For European organizations, this vulnerability poses a significant risk to network infrastructure security, especially in environments where NETGEAR RAX30 or RAXE300 routers are deployed. Exploitation could lead to unauthorized control over routers, enabling attackers to intercept, modify, or redirect network traffic, potentially compromising sensitive data confidentiality and integrity. It could also disrupt network availability by causing device malfunction or denial of service. Given the widespread use of these routers in small to medium enterprises and home office setups, the vulnerability could serve as a foothold for lateral movement into corporate networks. The ability to execute arbitrary commands without authentication increases the risk of persistent compromise and deployment of further malware or ransomware. The threat is exacerbated in scenarios where network segmentation is weak or where these devices serve as primary gateways to critical systems.
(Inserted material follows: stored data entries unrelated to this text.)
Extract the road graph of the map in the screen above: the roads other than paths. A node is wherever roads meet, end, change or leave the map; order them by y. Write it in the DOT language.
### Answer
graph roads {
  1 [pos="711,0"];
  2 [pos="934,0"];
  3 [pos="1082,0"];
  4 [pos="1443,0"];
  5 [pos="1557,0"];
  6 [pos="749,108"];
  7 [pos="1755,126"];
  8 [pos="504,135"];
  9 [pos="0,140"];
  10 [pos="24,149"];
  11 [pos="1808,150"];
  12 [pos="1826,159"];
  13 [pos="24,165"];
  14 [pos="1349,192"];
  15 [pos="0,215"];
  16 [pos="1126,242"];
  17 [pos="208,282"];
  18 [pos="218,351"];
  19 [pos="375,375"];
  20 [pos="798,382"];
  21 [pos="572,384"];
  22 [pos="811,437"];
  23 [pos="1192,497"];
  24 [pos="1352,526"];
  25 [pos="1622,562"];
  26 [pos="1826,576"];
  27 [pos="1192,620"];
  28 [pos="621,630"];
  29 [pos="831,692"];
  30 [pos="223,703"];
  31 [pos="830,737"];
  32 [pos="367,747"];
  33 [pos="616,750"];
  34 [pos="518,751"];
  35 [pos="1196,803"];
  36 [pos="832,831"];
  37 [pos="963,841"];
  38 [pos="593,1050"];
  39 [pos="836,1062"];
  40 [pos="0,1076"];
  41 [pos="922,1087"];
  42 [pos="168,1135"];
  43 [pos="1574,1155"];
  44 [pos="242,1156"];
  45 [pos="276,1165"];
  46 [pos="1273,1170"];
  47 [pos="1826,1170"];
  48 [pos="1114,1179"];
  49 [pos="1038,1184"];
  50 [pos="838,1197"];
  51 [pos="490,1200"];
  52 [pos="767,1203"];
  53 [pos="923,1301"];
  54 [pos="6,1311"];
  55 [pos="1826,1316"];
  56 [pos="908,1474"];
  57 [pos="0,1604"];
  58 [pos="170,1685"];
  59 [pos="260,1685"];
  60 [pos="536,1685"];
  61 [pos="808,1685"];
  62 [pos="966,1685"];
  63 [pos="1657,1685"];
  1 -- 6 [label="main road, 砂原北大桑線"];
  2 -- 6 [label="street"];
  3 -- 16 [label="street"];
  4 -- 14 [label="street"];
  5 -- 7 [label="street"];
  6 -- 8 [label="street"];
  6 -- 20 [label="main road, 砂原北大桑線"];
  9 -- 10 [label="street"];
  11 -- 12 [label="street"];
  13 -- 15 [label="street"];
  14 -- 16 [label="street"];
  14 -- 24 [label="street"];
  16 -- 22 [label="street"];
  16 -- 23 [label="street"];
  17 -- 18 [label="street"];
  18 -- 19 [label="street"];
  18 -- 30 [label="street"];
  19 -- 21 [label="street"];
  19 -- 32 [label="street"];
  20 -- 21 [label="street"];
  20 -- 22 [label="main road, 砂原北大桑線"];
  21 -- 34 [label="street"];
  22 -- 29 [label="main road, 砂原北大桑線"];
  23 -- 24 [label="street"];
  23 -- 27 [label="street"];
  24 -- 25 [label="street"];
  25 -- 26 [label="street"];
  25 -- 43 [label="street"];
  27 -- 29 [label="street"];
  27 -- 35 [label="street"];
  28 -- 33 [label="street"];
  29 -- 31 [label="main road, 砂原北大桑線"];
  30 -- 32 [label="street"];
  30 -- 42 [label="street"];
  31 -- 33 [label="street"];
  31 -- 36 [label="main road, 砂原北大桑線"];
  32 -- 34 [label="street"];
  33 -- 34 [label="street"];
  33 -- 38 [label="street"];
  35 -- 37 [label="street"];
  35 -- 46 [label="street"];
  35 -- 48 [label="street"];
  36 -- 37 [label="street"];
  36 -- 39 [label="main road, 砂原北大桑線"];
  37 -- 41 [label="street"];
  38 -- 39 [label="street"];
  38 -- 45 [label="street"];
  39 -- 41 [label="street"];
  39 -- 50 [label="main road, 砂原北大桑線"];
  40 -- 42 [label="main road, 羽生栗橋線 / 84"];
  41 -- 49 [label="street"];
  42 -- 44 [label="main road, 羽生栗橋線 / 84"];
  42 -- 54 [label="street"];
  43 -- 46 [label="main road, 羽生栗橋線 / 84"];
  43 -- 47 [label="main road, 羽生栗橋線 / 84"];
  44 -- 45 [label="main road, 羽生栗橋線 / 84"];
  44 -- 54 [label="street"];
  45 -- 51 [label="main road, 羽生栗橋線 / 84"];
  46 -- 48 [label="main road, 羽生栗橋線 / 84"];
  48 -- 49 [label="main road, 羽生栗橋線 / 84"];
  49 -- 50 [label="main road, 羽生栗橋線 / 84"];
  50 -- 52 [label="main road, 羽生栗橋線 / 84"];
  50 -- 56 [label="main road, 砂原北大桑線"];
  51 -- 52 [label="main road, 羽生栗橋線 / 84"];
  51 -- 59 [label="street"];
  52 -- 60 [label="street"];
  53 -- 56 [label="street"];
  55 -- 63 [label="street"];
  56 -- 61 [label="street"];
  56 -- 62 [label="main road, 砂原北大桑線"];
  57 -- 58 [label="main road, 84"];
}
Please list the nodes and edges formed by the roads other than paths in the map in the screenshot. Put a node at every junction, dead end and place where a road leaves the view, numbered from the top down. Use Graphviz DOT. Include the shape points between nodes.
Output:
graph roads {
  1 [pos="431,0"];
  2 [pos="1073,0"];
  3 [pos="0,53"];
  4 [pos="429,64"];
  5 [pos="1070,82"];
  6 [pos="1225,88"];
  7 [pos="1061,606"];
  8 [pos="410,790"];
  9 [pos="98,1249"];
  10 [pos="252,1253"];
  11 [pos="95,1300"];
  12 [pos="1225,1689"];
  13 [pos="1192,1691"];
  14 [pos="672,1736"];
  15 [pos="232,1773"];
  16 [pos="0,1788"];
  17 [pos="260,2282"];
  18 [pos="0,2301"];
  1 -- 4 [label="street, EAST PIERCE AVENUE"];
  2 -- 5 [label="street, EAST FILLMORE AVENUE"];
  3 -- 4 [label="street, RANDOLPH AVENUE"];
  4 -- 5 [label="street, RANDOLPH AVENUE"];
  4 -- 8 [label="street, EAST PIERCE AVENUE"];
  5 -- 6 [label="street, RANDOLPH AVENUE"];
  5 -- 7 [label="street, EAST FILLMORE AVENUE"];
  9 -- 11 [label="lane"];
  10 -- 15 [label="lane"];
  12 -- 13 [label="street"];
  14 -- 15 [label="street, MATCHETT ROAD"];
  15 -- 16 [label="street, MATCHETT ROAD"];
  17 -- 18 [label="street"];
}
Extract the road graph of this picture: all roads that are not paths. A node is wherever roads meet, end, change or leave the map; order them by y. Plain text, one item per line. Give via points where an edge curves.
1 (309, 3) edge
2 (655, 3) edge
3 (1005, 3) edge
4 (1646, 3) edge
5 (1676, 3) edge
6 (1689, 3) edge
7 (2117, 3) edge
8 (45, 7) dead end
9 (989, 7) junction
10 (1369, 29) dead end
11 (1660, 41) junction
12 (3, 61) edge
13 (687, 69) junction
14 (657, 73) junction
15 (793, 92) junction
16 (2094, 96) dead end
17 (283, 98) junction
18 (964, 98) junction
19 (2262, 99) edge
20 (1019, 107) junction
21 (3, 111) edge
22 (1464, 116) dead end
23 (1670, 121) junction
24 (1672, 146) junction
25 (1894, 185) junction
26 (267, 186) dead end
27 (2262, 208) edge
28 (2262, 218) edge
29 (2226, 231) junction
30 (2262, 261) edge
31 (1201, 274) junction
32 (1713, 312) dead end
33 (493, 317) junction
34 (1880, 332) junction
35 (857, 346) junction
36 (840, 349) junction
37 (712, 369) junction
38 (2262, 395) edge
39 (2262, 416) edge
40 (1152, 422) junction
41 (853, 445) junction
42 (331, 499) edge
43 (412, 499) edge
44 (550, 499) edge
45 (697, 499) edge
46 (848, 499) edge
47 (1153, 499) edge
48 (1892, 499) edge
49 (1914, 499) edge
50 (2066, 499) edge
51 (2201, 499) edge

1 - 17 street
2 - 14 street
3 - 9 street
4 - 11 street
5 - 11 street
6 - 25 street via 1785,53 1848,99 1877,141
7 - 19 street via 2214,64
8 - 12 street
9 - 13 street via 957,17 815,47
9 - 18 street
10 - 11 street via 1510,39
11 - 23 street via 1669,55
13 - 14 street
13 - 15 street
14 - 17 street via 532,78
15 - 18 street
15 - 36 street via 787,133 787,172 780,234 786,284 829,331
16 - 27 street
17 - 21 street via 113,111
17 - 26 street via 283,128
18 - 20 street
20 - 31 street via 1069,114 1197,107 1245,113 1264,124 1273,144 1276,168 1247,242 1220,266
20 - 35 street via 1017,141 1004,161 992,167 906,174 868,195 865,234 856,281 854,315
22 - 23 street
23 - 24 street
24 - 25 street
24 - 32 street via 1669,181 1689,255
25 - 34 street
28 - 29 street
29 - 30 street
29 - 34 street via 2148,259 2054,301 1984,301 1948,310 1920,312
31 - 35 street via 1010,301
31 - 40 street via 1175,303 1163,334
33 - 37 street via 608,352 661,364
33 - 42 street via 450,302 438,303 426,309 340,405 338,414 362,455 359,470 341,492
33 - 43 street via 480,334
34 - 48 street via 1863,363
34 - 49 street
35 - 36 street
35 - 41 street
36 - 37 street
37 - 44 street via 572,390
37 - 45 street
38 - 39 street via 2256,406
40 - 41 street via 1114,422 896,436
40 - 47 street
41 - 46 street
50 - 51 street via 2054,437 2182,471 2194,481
European organizations should immediately verify the firmware versions of all NETGEAR RAX30 and RAXE300 devices and update them to at least versions 1.0.14.108 and 1.0.9.82 respectively. For devices with automatic updates disabled, enable this feature or implement scheduled manual update checks. Network administrators should monitor network traffic for signs of MitM attacks, such as unexpected certificate changes or unusual firmware update requests. Employ network segmentation to isolate router management interfaces from general user traffic and restrict access to trusted administrators only. Use encrypted management protocols (e.g., SSH, HTTPS) and strong authentication mechanisms for router access. Additionally, consider deploying network intrusion detection systems (NIDS) to detect anomalous activities related to firmware updates. Regularly audit device configurations and logs for unauthorized changes. Finally, educate users and administrators about the risks of connecting to untrusted networks where MitM attacks are more feasible.